Mass-produced floating nuclear reactors use super-safe molten salt fuel
Copenhagen startup Seaborg Technologies has raised an eight-figure sum of Euros to start building a fascinating new type of cheap, portable, flexible and super-safe nuclear reactor. The size of a shipping container, these Compact Molten Salt Reactors will be rapidly mass-manufactured in their thousands, then placed on floating barges to be deployed worldwide – on timelines that will smash paradigms in the energy industry.
[...] [Perhaps] the most impactful change to the business model is Seaborg's proposal to install these reactors on barges, and float them offshore rather than buying up land to develop nuclear power plants. There are several advantages here. For starters, you can manufacture them in bulk at a single facility. Seaborg is looking at Korean shipyards, which are already closely and efficiently connected to supply chains with enormous production capacity.
"If you want us to build not one reactor to start with, but a thousand, we could start by building a thousand," Schönefeldt told Radio Spectrum. "That will take, like, three or four years on these shipyards. So it's basically unroofed in how fast you can scale it."

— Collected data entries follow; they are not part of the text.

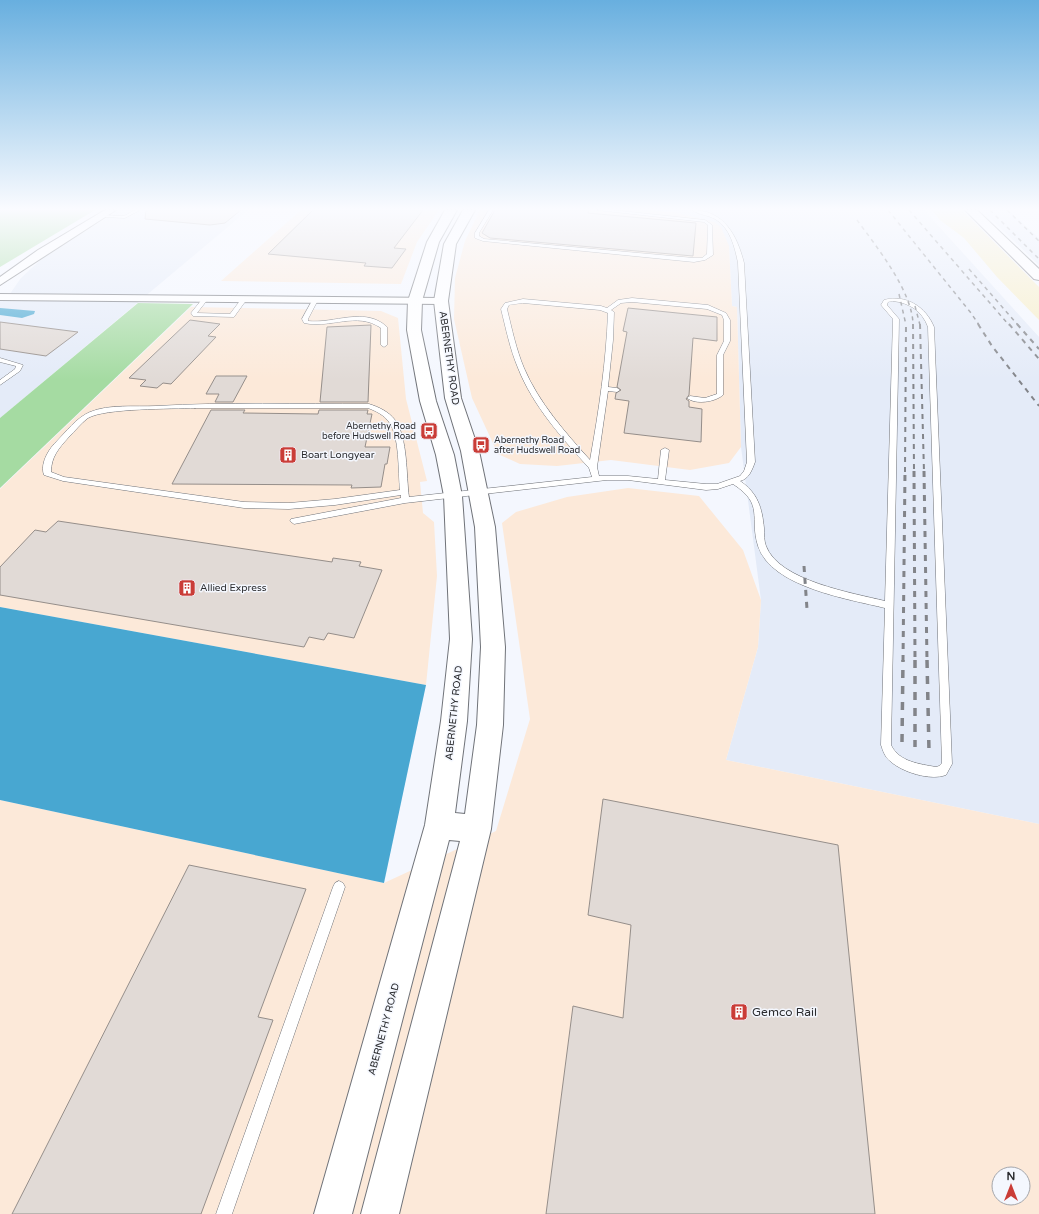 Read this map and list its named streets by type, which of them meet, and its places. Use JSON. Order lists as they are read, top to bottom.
{
  "streets": {
    "main road": ["ABERNETHY ROAD"]
  },
  "places": {
    "bus stop": ["Abernethy Road before Hudswell Road", "Abernethy Road after Hudswell Road"],
    "building": ["Boart Longyear", "Allied Express", "Gemco Rail"]
  },
  "north": "top"
} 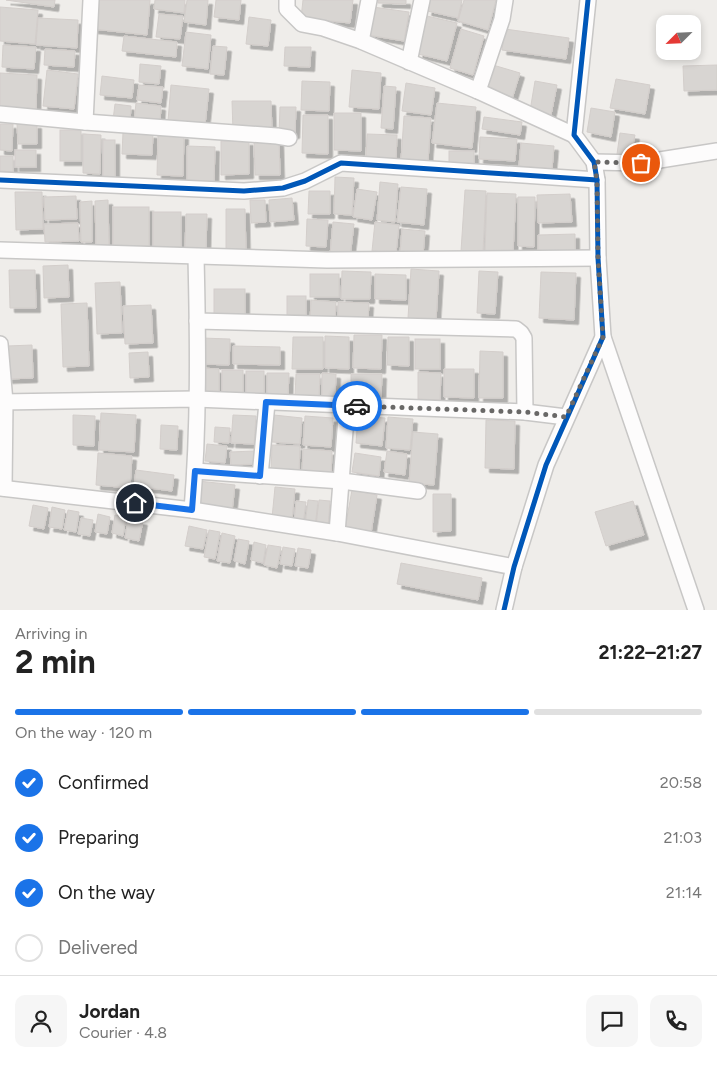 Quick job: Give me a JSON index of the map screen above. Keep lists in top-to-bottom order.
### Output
{
  "north": "bottom left",
  "page": {
    "heading": ["2 min", "Arriving in", "21:22–21:27"],
    "panel": ["Jordan", "Courier · 4.8"],
    "bar": "On the way · 120 m",
    "list": [
      ["Confirmed", "20:58"],
      ["Preparing", "21:03"],
      ["On the way", "21:14"],
      "Delivered"
    ]
  }
}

These barges can be moved just about anywhere on the planet, either moored offshore or on large or small rivers, depending on how big a reactor it is. There's virtually no site preparation required; it's fully self-contained and very easy to connect to a power grid. Seaborg estimates it can service 95 percent of the world's population this way, putting basically no land requirements on a baseload or load-following power station up to a healthy 600 MW, which could supply nearly 100,000 homes.
Some imagineering required.
(Score: -1, Flamebait) by Anonymous Coward on Monday June 21 2021, @12:15PM (3 children)
It's just a splash down!
Tsunami forcing these barges onto roofs of nearby Fukushima prefecture? Nah, nothing like that ever happened in the last 10 years.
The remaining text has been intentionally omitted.